- _Problem to solve_
Go through the entries one line at a time, and gather every line that has the word "them".

- _Exercise data_

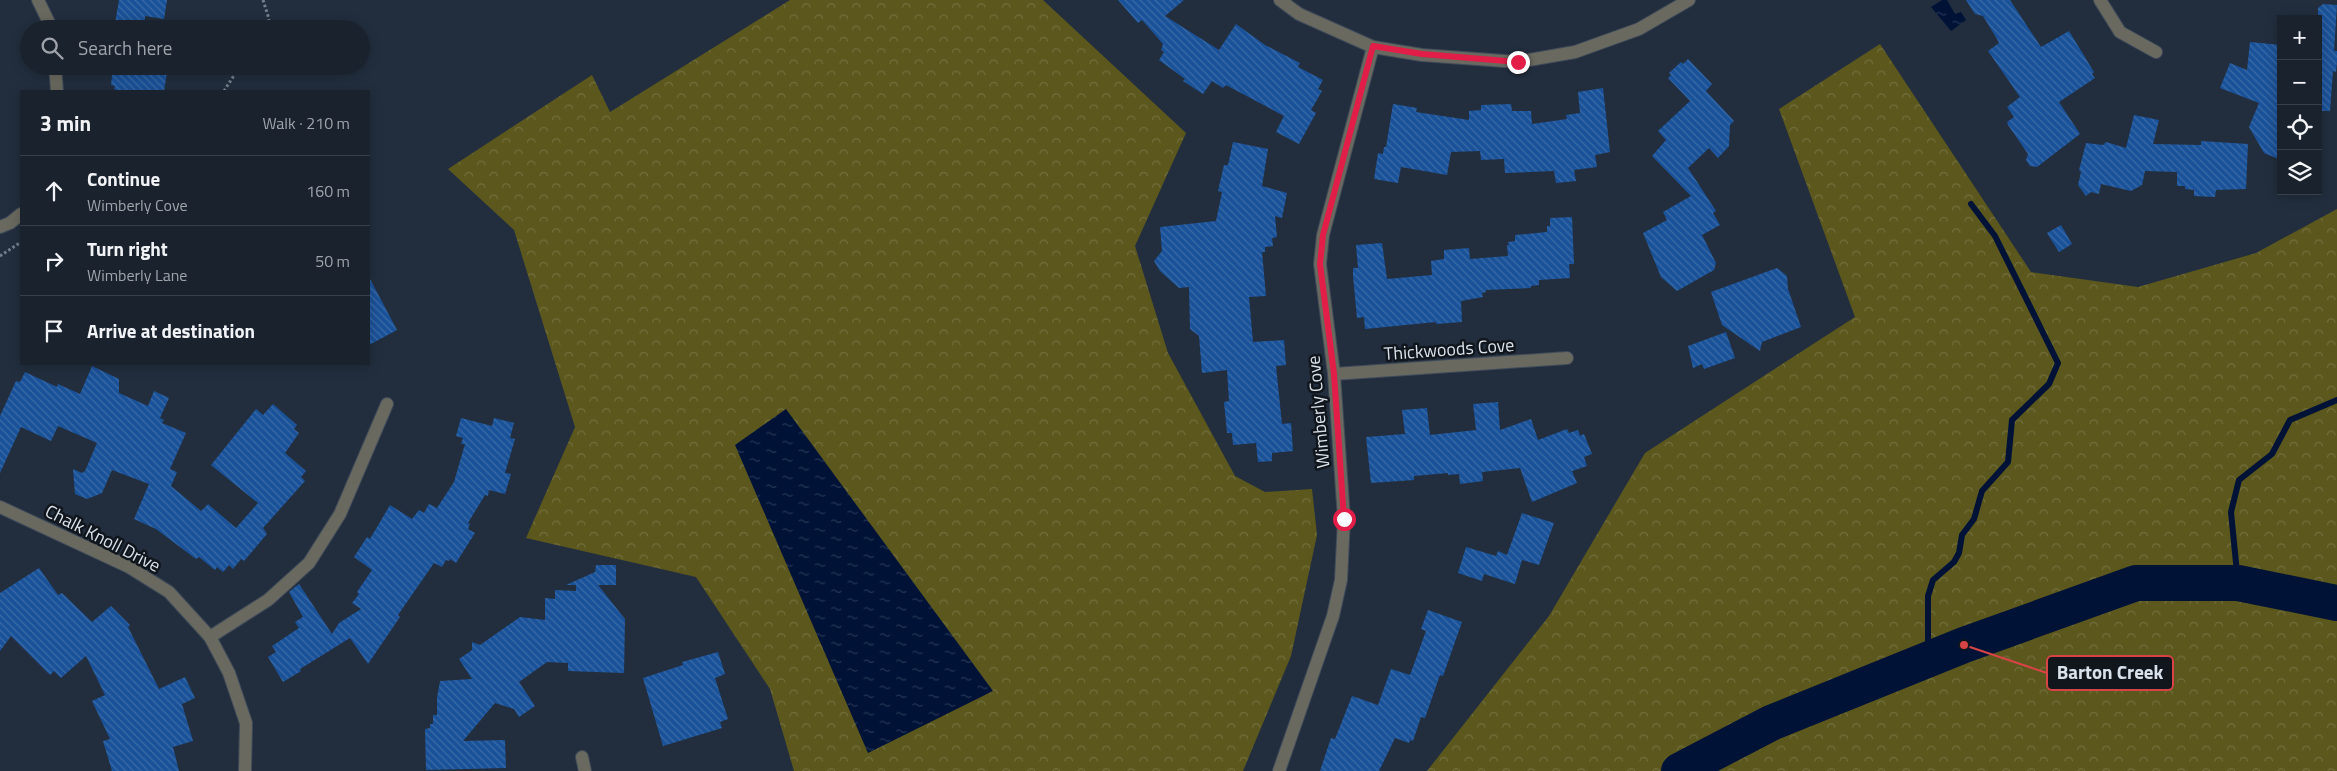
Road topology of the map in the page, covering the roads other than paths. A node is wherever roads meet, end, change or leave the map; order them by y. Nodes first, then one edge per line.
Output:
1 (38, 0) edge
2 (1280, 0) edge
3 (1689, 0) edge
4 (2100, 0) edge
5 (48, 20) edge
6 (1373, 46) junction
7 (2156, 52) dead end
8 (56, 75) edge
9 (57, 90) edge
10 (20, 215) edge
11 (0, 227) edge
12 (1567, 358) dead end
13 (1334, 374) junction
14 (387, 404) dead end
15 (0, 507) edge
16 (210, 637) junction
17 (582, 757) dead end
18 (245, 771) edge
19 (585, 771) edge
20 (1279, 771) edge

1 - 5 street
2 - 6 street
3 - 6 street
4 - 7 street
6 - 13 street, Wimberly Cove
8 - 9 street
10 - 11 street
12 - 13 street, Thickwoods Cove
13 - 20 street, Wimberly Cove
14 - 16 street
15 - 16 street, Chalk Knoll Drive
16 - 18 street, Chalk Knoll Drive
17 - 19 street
...
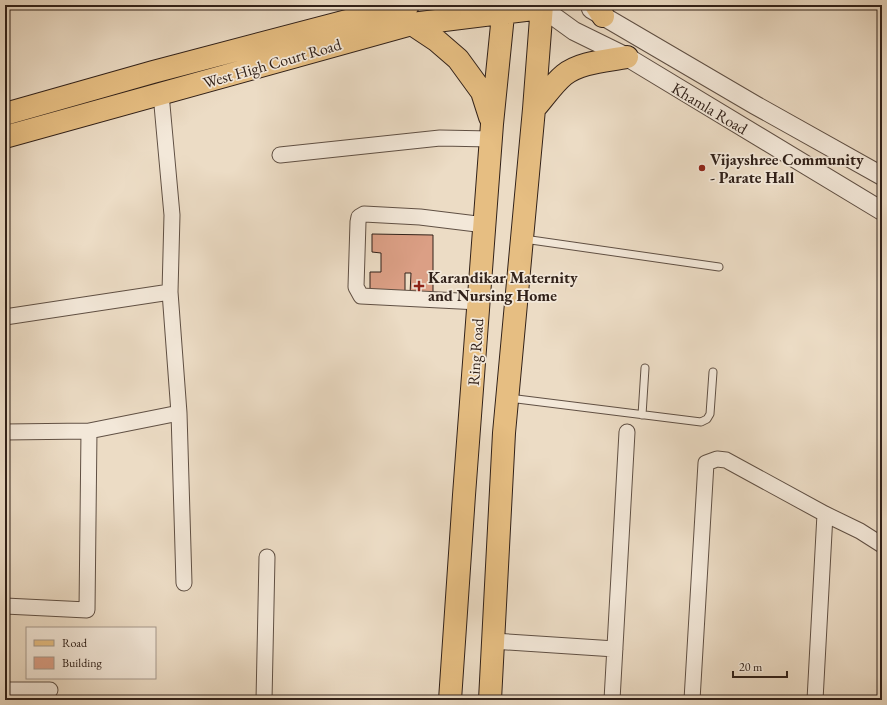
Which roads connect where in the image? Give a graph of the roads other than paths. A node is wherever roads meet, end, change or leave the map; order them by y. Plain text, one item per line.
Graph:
==
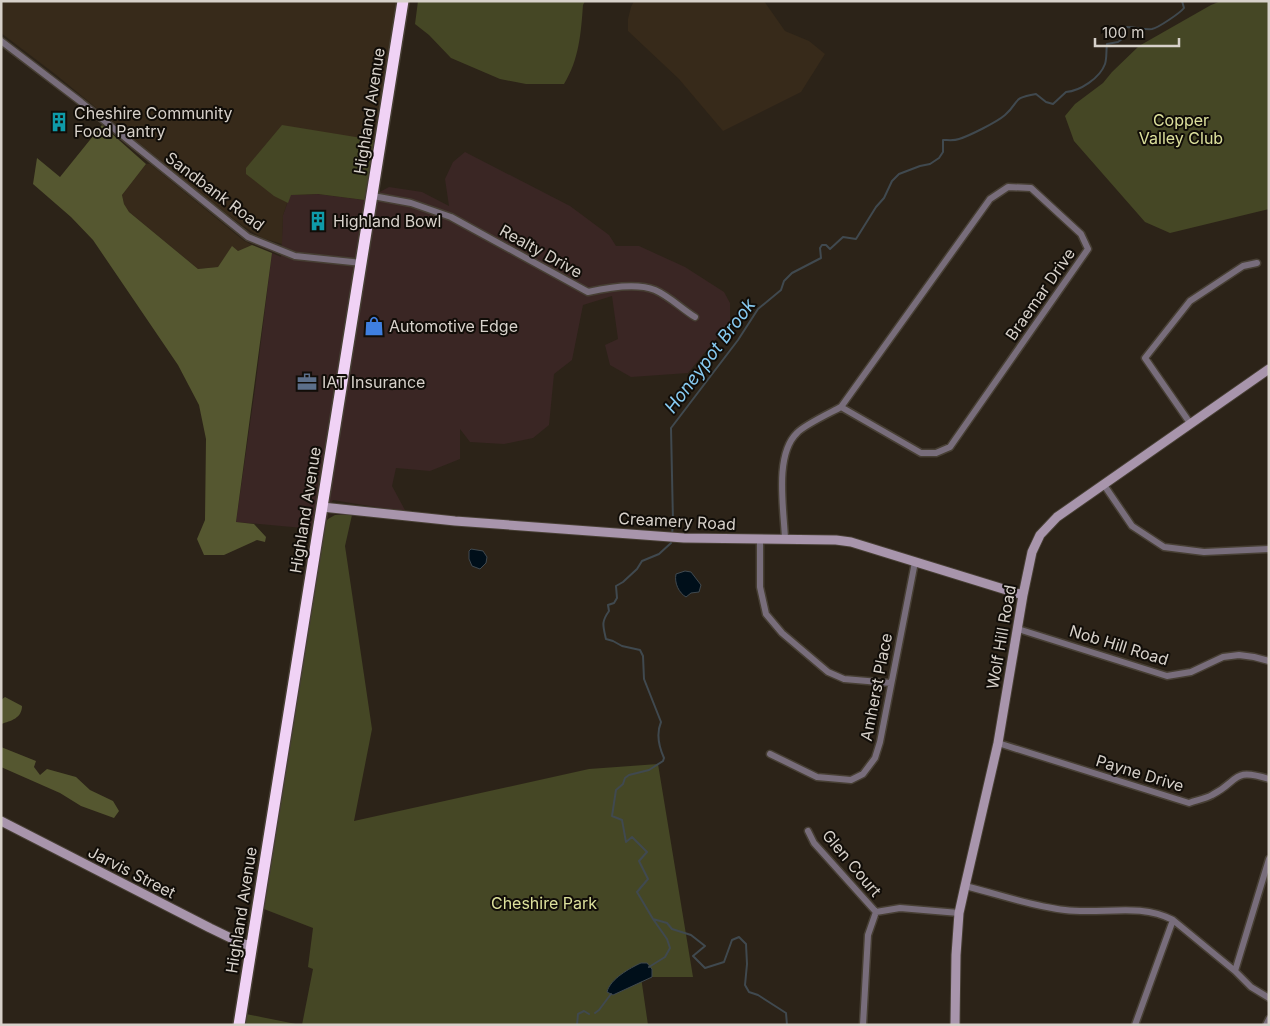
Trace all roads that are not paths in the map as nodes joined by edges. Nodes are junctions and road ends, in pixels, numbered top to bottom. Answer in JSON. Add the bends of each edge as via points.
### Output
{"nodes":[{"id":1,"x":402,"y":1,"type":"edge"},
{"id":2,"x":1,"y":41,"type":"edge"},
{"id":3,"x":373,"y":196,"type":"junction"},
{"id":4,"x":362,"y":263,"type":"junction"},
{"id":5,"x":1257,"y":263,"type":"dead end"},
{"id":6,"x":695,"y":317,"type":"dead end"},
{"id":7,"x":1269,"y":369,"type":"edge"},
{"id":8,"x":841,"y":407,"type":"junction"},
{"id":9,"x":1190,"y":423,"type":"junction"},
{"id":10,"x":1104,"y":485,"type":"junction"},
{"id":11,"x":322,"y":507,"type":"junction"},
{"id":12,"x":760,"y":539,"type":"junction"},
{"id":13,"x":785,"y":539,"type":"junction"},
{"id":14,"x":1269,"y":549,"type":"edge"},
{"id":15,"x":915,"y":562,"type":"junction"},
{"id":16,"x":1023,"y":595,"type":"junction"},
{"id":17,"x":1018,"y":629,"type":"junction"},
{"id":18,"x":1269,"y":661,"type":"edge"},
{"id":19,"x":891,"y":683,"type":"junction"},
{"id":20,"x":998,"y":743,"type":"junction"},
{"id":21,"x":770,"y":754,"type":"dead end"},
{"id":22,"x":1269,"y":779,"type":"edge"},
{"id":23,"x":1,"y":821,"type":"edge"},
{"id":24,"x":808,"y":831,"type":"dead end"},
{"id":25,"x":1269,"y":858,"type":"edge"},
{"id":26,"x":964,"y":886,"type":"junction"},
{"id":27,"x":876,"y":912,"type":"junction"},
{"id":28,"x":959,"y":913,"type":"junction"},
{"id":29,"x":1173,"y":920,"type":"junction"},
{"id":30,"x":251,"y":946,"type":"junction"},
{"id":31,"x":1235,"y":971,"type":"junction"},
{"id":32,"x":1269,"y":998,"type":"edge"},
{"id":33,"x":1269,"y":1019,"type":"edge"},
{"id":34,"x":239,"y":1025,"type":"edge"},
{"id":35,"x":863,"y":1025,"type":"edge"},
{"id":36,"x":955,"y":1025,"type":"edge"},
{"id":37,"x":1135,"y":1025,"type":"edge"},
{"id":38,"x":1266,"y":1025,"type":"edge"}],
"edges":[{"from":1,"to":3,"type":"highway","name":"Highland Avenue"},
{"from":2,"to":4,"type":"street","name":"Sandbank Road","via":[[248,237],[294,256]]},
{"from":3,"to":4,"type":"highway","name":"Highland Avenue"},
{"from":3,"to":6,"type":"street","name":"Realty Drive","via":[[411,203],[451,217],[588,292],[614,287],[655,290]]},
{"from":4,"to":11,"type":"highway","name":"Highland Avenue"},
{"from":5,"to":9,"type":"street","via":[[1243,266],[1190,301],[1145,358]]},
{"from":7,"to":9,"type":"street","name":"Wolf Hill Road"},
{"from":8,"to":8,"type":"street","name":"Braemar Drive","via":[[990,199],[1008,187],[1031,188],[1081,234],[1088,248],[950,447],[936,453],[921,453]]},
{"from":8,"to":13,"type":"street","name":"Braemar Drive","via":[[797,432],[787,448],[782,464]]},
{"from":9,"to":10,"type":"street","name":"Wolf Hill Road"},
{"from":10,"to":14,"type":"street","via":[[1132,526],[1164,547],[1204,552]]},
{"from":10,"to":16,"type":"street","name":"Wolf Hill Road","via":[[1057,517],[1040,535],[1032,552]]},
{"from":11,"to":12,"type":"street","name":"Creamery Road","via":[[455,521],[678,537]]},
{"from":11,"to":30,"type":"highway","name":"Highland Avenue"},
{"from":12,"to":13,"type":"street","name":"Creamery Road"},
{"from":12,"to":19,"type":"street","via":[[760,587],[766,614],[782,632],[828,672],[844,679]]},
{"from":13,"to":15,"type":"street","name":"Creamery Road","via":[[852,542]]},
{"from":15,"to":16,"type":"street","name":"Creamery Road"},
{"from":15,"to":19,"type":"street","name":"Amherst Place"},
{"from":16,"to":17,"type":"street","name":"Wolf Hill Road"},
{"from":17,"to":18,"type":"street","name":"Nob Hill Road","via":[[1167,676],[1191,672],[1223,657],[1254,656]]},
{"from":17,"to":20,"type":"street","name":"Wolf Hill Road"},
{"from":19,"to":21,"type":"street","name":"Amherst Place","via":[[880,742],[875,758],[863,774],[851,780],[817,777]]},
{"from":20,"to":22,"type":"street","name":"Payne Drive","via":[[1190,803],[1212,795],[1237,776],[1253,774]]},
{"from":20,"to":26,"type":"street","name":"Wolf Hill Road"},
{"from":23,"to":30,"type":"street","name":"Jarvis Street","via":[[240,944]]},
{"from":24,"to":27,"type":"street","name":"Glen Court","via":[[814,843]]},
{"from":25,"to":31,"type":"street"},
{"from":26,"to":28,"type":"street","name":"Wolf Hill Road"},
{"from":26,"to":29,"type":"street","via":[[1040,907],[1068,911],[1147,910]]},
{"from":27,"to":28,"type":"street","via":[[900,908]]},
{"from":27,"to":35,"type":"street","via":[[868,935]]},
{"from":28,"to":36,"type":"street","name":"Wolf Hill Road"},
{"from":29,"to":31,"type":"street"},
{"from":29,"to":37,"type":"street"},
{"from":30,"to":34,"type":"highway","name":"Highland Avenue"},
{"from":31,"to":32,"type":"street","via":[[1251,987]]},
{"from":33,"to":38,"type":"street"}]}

- _Exercise output_
Road topology of the map in the page, covering the roads other than paths. A node is wherever roads meet, end, change or leave the map; order them by y. Nodes first, then one edge per line.
Which roads connect where in the image? Give a graph of the roads other than paths. A node is wherever roads meet, end, change or leave the map; order them by y. Plain text, one item per line.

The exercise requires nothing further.